Member of the Maryland House of Delegates from the Cecil County district
- In office 1935–1938
- Preceded by: Wallace Williams
- Succeeded by: Cecil Clyde Squier

Personal details
- Died: June 5, 1938 (aged 44) Elkton, Maryland, U.S.
- Resting place: Mount Erin Cemetery
- Party: Democratic
- Spouse: Katherine Fahey
- Relatives: Frederick Lee Cobourn (brother)
- Education: University of Maryland School of Law
- Occupation: Politician; lawyer;

= Harold E. Cobourn =

American politician and lawyer (died 1938)

Harold E. Cobourn (died June 5, 1938) was an American politician and lawyer from Maryland. He served as a member of the Maryland Senate from 1935 to his death in 1938.

==Early life==
Harold E. Cobourn was born to Lydia and Hiram Cobourn. He graduated from the University of Maryland School of Law. His brother was Frederick Lee Cobourn.

==Career==
After graduating, Cobourn started practicing law in Perryville. Cobourn was one of three attorneys who unsuccessful defended state labor commissioner Harry T. Phoebus.

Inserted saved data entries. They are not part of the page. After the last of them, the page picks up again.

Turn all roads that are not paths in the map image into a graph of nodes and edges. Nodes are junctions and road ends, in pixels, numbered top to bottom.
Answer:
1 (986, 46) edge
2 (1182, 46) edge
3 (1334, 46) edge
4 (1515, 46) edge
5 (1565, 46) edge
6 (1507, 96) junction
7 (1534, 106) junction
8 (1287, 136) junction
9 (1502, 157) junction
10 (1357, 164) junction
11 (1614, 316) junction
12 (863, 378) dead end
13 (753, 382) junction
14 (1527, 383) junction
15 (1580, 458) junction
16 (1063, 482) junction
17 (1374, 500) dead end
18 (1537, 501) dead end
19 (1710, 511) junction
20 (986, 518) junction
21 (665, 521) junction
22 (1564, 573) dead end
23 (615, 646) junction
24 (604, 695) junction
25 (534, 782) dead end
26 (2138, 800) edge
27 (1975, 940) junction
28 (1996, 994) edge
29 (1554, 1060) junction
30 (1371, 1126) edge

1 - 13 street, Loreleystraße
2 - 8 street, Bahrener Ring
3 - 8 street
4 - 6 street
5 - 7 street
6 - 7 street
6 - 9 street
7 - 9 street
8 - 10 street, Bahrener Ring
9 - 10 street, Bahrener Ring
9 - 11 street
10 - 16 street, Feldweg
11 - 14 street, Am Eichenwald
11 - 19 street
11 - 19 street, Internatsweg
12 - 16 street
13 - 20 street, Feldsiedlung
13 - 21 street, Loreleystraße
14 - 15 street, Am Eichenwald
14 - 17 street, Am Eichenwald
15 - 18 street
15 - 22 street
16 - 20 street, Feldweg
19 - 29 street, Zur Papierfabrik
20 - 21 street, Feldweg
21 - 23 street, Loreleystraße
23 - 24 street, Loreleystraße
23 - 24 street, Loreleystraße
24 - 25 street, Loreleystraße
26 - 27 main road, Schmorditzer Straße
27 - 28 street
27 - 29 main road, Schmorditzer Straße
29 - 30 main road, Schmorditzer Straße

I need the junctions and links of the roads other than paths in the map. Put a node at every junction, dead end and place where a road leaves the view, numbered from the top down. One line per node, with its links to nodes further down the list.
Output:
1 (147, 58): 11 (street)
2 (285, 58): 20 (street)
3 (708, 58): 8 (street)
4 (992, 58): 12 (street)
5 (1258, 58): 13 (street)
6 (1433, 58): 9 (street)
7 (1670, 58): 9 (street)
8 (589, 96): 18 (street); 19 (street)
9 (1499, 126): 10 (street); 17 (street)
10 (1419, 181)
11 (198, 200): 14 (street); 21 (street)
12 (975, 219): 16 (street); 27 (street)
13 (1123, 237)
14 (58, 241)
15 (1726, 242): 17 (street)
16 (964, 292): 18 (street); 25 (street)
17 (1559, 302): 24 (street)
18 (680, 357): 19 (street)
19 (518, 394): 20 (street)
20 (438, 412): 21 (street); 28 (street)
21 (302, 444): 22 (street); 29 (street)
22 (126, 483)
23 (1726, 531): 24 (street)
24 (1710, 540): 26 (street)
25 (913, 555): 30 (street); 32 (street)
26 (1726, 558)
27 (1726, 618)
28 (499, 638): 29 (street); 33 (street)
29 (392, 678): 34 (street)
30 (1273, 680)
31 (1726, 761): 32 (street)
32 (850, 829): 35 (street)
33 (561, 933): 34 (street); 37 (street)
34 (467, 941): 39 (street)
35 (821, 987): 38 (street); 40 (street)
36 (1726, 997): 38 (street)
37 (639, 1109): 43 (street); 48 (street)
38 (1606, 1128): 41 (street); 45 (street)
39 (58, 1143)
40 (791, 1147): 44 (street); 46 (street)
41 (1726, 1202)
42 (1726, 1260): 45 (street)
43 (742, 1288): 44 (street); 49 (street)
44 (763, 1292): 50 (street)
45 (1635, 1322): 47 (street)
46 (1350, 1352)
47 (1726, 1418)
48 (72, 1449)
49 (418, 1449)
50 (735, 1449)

Cobourn was a Democrat. He served as a member of the Maryland Senate from 1935 to his death in 1938. In 1936, he worked as an investigator for the states road commission. In 1938, he announced that he was running to be an associate judge of the second judicial circuit court, challenging Thomas J. Keating.

==Personal life==
Cobourn married Katherine Fahey, niece of Havre de Grace mayor Michael H. Fahey. He was friends with Governor Harry Nice. In 1936, Cobourn was adopted by an Indian tribe of the Elk River Reservation and was given the name "Flying Eagle".

Cobourn died from a brain hemorrhage on June 5, 1938, at the age of 44, after getting in an automobile crash during his campaign tour near North East. He died at Union Hospital in Elkton. He was buried at Mount Erin Cemetery.